İsmet Paşa, 26 Mayıs 1923 tarihinde Hükûmet Başkanlığı’na yazdığı raporlarda, Hükûmet Başkanlığı’nın yazılarını, benim telgraflarımı ve delegelerimize verilmiş olan esas talimatı dikkate aldığımı ve o yolda hareket ettiğimi açıkladıktan sonra, 26 Mayıs günü öğleden sonra, İtilâf Devletleri delegelerinin, Yunan tazminatına karşılık Karaağaç’ın kabul edilmesi yolundaki tekliflerini kabul ettiğini söylemiş olduğunu, diğer meseleleri de birkaç gün içinde sonuçlandırabileceğini bildirmiş…

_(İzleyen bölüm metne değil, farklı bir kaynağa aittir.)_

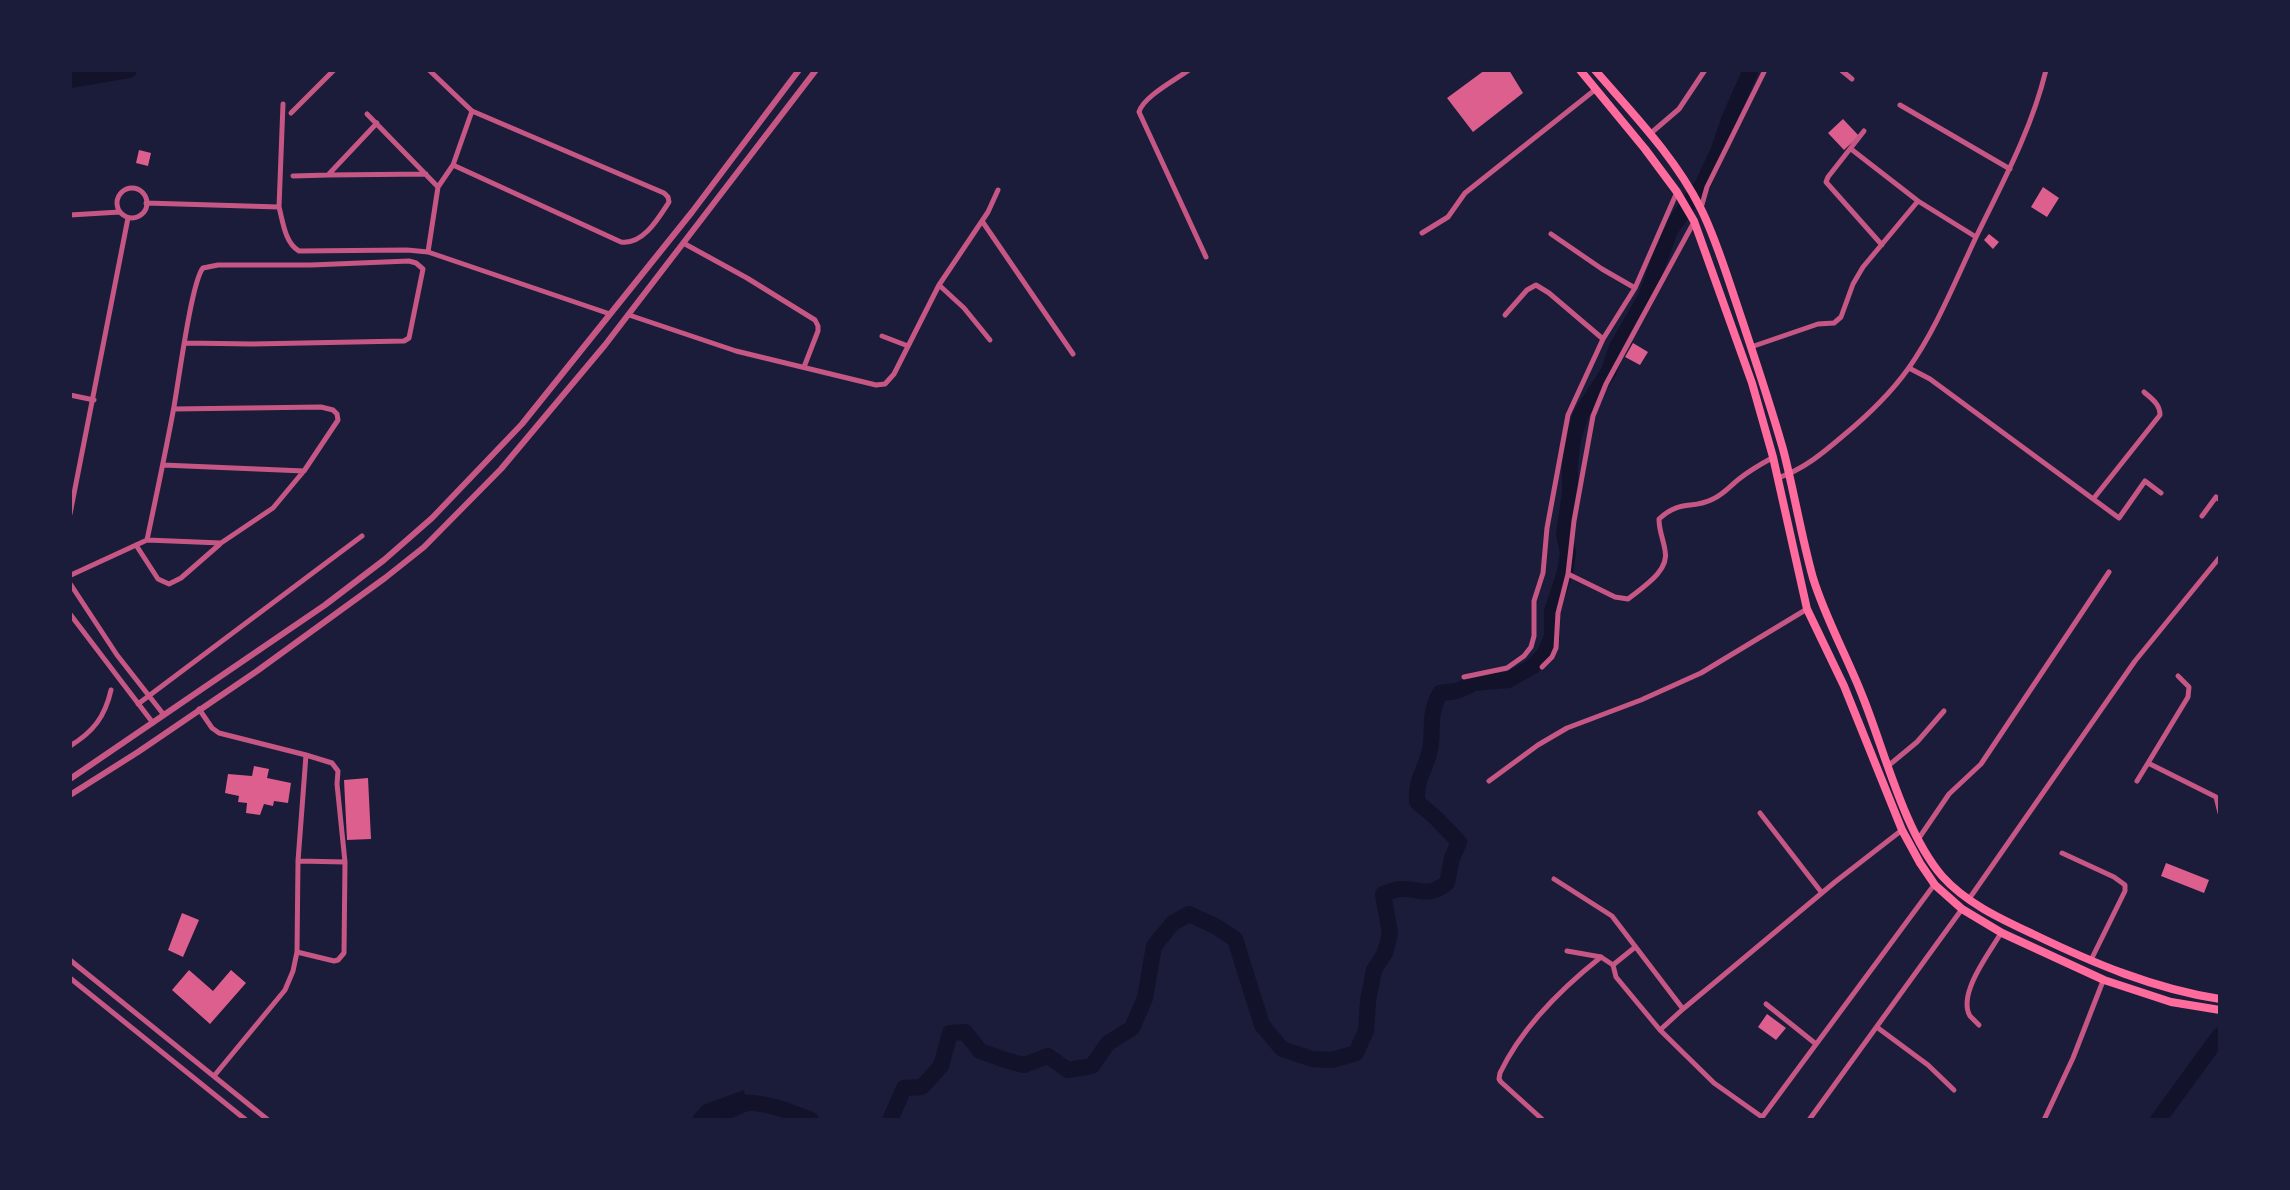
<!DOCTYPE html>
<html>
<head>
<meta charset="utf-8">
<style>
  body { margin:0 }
  #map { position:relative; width:2290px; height:1190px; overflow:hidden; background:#1b1b3a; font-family:Bitter,serif }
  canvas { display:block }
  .frame { position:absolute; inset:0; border:72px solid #1b1b3a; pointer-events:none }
</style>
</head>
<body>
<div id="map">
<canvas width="2290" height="1190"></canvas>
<div class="frame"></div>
</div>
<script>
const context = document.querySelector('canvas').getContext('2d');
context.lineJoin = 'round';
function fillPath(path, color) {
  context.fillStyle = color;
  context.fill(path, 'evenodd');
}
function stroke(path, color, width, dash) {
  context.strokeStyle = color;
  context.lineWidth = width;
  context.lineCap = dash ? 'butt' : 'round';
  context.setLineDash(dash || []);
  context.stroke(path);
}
const water = new Path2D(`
  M744 1090 748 1111 728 1120H690L703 1105Z`);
const river = new Path2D(`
  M70 80 129 70
  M709 1120C738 1089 777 1107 811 1120
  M890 1120 904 1088 922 1087 941 1066 950 1033 965 1032 980 1051 1005 1060 1024 1065 1048 1056 1068 1070 1092 1066 1108 1043 1132 1028 1145 998 1154 946 1173 923 1189 914 1215 926 1235 939 1262 1025 1282 1049 1312 1059 1332 1060 1356 1053 1366 1031 1368 1001 1374 970 1385 953 1390 933 1383 894C1389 892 1396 889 1402 889 1423 889 1427 898 1447 883L1452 858 1459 842 1436 818 1417 802C1416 779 1423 775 1429 754 1435 731 1427 717 1440 693L1457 691 1474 683 1508 680 1532 667 1544 655 1552 637V611L1565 572 1568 553 1564 534 1570 493V464L1573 439 1581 414 1609 371 1617 347 1646 297 1670 230 1703 184 1718 152 1730 117 1751 70
  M2158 1120 2220 1035`);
const building = new Path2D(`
  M1485 70H1509L1523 93 1473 132 1447 98Z
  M1843 119 1859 136 1844 150 1828 133Z
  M139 150 151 153 148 166 136 163Z
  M2043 187 2059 198 2047 217 2031 207Z
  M1989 234 1999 242 1993 249 1984 240Z
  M1633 343 1648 352 1640 365 1625 357Z
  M254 766 269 769 267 778 291 783 288 803 274 801 273 806 264 804 260 815 246 813 247 803 238 802 239 796 225 793 228 774 252 776Z
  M368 778 371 839 347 840 344 780Z
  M2166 863 2209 880 2204 893 2161 876Z
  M182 913 199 920 183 957 168 950Z
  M189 970 213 991 231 970 246 983 210 1024 172 990Z
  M1767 1014 1786 1028 1776 1040 1758 1027Z`);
const minor = new Path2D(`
  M1189 70C1175 80 1143 97 1139 112L1206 257
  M1841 70 1852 79
  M1900 105 2010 169
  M291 113 334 70
  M367 114 438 187
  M1864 131 1828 177 1826 182 1882 245
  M1651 133 1679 109 1705 70
  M1851 149 1918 201
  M453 165 621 242C643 245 658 219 669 202L668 197 664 193 472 111
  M329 175 426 174
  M293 176 328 175 377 123
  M117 203a15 15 0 1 1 30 0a15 15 0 1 1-30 0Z
  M146 203 279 207C283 222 285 243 299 251L407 250 428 252 610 314
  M279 207 283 104
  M1701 208 1707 187 1765 70
  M70 215 120 212
  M982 221 1073 354
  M1422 233 1448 217 1465 193 1596 89
  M1551 234 1602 269 1635 288 1677 192
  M685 244 747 278 815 320 818 326V331L804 367
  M428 252 438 187 453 165 472 111 429 70
  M939 285 964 308 990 340
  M629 315 736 351 876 385 885 384 894 374 939 285 988 212 998 190
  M1505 315 1527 290 1536 285 1549 293 1603 339
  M882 336 908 346
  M1751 347 1818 324 1834 323 1841 317 1853 284 1863 267 1918 201 1976 237
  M1909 368 1930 379 2119 518 2145 481 2161 493
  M70 395 94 400
  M163 465 304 471 338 420 337 414 333 410 321 407 174 409
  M1778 478C1804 469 1823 453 1844 435 1867 416 1890 394 1908 369 1937 328 1956 279 1978 233 2004 180 2032 128 2046 70
  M2094 498 2160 415C2160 404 2152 399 2144 392
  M70 514 128 218
  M2202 516 2216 497 2220 500
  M147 540 221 543 273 508 303 472
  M136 545 158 579 169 584 181 578 220 544
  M1568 574 1615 597 1628 599C1643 587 1670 571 1665 550 1663 538 1659 531 1659 519 1680 499 1692 510 1713 499 1724 494 1730 486 1739 479 1749 471 1761 464 1772 458
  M71 575 147 540C156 497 165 455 173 412 178 387 191 282 203 268L218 265H311L409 261 416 263 423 269 409 338 404 341 253 344 185 343
  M71 585 117 655 164 715
  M70 614 153 723
  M1542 667 1552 657 1556 648 1558 613 1568 574 1574 521 1593 416 1606 384 1694 222
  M2178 676 2189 687 2188 697 2148 763 2216 797 2220 813
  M1464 677 1507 668 1524 656 1531 647 1534 636V601L1543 573 1547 528 1568 415 1603 339 1635 288
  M138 704 362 536
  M199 709 212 728 219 733 306 755 298 861 297 952 293 971 285 990 214 1076
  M70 746C93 732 105 717 111 690
  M1888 766 1917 742 1944 711
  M1489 781 1538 745 1567 728 1641 700 1701 673 1807 609
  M2137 781 2148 763
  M1760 813 1822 893
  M1919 838 1949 794 1981 764 2109 572
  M2062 853 2114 877 2125 885V891L2091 960
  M298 861 345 862 337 784 338 771 332 763 306 755
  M1554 879 1612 916 1683 1009 1835 882 1902 830
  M1969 899 2135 661 2220 557
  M1567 951 1601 957 1613 965 1634 948
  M297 952 334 961 338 960 344 953 345 862
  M70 960 268 1120
  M1613 965 1616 977 1660 1030
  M70 978 246 1120
  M1766 1004 1816 1044
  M1683 1009 1660 1030 1714 1083 1762 1117
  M1979 1025C1978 1024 1971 1017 1970 1016 1957 994 1990 952 2001 933
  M1878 1028 1928 1065 1954 1090
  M1543 1120 1501 1082 1499 1079 1500 1073C1522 1027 1562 988 1601 957
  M1760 1120 1934 885
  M1809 1120 1962 909
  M2044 1120 2073 1058 2103 981`);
const tertiary = new Path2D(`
  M70 779 325 605 384 560 432 518 522 424 692 212 799 70
  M70 795 138 752 257 671 385 578 424 547 501 469 605 345 816 70`);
const trunk = new Path2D(`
  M1580 70 1645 149 1677 192 1694 221 1752 383 1773 457 1807 609 1844 686 1902 830 1920 863 1935 885 1962 909 2002 933 2104 980 2171 1002 2220 1010
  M1595 70C1633 114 1675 157 1701 209 1716 239 1726 273 1737 305 1753 353 1769 400 1783 449 1794 491 1801 535 1813 578 1826 620 1848 658 1864 700 1885 753 1905 833 1942 876 1966 903 2001 919 2033 934 2093 963 2154 989 2220 999`);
fillPath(water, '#12122b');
stroke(river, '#12122b', 16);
fillPath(building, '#dd5f8e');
stroke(minor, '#c65784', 5);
stroke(tertiary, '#c65784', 6);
stroke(trunk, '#ff6b9d', 8);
</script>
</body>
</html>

Rauf Bey, bu raporları bana 27 Mayıs 1923 tarihinde şu yazısına ilişik olarak gönderdi.

154/155 27.5.1923

Türkiye Büyük Millet Meclisi Yüce Başkanlığı’na

İsmet Paşa Hazretleri’nden gelen 26 Mayıs 1923 tarihli telgraf sureti ilişik olarak yüce huzurlarına takdim kılındı, efendim.

Hüseyin Rauf

Dışişleri Bakanlığı Vekili

Rauf Bey, aynı tarihte İsmet Paşa’ya da şu tebligatta bulunmuş:

27.5.1923

İsmet Paşa Hazretleri’ne

İlgi: 26 Mayıs 1923 tarih ve 151 sayılı telgraf.

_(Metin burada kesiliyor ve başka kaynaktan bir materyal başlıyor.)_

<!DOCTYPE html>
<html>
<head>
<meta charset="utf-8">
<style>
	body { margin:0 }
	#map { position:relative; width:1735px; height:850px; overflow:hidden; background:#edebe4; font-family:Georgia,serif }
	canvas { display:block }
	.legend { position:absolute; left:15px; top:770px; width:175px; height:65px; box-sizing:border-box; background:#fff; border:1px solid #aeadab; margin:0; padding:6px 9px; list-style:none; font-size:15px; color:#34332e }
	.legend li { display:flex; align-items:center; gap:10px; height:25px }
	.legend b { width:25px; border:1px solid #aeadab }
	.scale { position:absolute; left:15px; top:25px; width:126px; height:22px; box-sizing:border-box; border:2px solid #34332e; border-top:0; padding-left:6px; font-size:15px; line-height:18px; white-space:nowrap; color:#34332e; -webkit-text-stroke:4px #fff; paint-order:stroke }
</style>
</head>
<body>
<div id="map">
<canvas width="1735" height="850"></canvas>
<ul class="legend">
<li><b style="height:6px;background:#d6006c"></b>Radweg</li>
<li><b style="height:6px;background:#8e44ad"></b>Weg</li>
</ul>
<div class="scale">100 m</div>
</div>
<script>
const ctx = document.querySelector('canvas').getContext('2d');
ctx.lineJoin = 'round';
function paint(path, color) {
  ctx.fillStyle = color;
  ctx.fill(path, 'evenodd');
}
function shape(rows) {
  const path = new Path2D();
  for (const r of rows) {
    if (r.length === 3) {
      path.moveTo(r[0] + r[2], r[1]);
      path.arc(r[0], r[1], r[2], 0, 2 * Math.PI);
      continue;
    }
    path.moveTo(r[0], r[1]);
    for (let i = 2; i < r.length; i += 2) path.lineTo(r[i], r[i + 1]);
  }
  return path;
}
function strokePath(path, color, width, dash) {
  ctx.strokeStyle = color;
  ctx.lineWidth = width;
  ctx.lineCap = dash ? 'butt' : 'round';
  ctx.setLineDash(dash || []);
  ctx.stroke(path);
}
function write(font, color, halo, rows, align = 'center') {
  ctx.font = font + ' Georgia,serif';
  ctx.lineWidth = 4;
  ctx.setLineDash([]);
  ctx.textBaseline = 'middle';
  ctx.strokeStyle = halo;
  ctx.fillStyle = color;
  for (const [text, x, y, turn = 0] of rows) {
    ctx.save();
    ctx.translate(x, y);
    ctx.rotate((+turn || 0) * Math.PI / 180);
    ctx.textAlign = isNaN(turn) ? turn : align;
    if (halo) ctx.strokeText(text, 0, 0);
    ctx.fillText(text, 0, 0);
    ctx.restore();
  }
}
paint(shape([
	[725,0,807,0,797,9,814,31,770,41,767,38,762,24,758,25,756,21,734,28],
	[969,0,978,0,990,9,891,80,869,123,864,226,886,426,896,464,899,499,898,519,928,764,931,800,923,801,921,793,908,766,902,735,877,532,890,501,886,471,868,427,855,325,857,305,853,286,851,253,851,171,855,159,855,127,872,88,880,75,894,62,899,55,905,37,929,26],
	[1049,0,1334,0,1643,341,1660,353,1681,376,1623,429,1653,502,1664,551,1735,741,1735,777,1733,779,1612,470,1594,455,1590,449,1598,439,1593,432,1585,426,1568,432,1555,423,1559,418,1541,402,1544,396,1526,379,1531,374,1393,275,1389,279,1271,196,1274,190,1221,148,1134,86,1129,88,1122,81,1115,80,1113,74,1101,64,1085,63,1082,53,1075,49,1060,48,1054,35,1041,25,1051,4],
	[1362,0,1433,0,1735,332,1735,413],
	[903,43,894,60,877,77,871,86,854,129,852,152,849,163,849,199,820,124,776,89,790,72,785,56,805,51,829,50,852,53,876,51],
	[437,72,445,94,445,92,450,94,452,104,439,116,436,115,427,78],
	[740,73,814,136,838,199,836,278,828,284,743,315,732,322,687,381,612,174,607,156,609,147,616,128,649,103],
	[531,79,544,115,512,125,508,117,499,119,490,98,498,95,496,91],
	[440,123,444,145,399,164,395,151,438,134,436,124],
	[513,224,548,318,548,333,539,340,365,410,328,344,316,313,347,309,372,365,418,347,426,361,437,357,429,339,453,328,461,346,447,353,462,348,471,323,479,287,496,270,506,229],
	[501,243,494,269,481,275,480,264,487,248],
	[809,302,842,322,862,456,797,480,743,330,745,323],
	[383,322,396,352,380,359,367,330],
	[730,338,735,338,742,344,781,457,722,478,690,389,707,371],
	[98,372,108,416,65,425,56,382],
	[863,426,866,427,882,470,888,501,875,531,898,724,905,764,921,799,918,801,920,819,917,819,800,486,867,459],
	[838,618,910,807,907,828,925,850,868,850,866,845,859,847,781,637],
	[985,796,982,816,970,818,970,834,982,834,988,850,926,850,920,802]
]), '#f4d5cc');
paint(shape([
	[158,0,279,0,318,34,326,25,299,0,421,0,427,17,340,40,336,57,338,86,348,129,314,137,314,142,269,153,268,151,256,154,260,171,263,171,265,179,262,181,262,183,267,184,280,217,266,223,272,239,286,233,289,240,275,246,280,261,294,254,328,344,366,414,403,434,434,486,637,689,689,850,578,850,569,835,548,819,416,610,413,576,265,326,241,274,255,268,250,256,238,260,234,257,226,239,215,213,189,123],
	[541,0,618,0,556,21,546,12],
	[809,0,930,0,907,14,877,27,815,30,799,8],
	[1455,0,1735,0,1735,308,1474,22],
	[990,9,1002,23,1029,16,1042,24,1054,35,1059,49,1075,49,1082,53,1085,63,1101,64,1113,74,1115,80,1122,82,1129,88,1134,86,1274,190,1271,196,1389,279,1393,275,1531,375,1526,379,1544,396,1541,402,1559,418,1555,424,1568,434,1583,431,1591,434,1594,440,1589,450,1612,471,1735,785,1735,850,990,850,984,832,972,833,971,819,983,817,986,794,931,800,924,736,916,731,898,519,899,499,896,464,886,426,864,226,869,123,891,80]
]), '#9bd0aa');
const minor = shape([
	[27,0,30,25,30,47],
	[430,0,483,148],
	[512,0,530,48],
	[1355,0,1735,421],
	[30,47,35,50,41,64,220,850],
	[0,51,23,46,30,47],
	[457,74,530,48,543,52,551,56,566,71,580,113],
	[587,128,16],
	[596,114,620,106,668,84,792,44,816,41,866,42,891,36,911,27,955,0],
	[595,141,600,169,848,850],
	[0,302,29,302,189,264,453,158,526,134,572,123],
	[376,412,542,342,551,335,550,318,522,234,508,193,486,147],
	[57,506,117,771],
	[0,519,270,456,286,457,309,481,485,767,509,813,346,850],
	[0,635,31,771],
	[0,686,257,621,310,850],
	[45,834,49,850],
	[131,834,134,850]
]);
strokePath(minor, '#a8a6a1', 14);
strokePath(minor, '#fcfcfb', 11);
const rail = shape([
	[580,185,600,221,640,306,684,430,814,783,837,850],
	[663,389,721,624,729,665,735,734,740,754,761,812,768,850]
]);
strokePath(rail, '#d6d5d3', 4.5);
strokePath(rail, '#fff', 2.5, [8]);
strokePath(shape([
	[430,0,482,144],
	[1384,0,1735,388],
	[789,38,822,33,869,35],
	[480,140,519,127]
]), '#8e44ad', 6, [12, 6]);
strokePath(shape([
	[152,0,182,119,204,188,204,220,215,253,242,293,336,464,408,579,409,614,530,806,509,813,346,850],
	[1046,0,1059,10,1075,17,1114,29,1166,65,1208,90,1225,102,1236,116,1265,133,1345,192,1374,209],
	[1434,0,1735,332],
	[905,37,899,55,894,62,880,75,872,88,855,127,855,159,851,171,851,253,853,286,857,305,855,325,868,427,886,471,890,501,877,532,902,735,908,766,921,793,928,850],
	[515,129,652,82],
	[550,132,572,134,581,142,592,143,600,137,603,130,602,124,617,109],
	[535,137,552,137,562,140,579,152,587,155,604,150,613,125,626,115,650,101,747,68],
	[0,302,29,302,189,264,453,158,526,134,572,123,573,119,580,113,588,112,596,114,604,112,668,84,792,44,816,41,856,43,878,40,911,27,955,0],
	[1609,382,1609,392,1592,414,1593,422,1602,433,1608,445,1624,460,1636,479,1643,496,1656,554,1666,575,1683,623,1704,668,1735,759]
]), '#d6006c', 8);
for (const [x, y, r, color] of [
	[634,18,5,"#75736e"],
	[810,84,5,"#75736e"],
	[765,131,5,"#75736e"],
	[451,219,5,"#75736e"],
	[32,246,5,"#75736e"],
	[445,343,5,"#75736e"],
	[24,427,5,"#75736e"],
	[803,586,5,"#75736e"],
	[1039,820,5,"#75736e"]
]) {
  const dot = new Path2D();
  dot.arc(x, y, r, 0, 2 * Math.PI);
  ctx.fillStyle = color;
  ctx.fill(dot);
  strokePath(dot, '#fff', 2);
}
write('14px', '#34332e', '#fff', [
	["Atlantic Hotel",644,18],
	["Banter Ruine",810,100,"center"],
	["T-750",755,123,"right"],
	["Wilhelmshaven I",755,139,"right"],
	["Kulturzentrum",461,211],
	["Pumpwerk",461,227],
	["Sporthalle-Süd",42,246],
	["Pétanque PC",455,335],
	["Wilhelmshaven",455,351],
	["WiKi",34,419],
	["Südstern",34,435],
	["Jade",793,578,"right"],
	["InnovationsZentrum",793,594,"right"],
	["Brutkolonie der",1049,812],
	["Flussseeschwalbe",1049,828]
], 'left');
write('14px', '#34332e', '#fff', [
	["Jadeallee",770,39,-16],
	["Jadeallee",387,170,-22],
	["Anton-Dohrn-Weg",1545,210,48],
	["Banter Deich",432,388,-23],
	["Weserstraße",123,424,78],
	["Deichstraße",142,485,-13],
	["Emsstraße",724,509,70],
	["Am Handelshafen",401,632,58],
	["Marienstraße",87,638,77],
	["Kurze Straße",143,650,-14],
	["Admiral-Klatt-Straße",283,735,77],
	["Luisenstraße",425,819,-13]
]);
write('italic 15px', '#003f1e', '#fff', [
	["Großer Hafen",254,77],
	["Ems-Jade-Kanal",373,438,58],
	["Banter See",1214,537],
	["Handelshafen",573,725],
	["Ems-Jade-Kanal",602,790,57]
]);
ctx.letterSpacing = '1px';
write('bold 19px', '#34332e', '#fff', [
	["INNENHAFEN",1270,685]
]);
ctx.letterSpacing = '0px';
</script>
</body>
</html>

Delegeler Hey’eti’nin Yunan tazminatı ile ilgili tutumu, Hükûmet’in talimatına açıkça aykırı görülmüştür. Güç durumda kalan Hükûmet, millî çıkarları gözönünde tutarak, tarafınızdan bildirildiği üzere, önemli meselelerin üç dört gün içinde sonuçlandırılacağı yolundaki kanaatin gerçekleşmesini beklemekle birlikte, düşünce ve görüşlerini değiştirmeyecektir. Önceki telgrafta belirtilen öteki temel meselelerle fedakârlığın söz konusu olamayacağı kesinlikle bilinmelidir, efendim.

Hüseyin Rauf

İsmet Paşa’nın, Karaağaç’a karşılık tazminattan vazgeçilmesini bildiren raporlarını gördükten sonra, 25 Mayıs 1923 tarihli ve Rauf Bey imzalı talimat telgrafını açıklamak üzere kendisine şu telgrafı yazdım:

27.5.1923

İsmet Paşa Hazretleri’ne

Hükûmet’in kararında başlıca üç ana nokta vardı. Birincisi: Onarımla ilgili tazminat meselesinde fedakârlık, askıda kalan önemli meselelerin lehimize sonuçlandırılması karşılığında yapılmalıdır.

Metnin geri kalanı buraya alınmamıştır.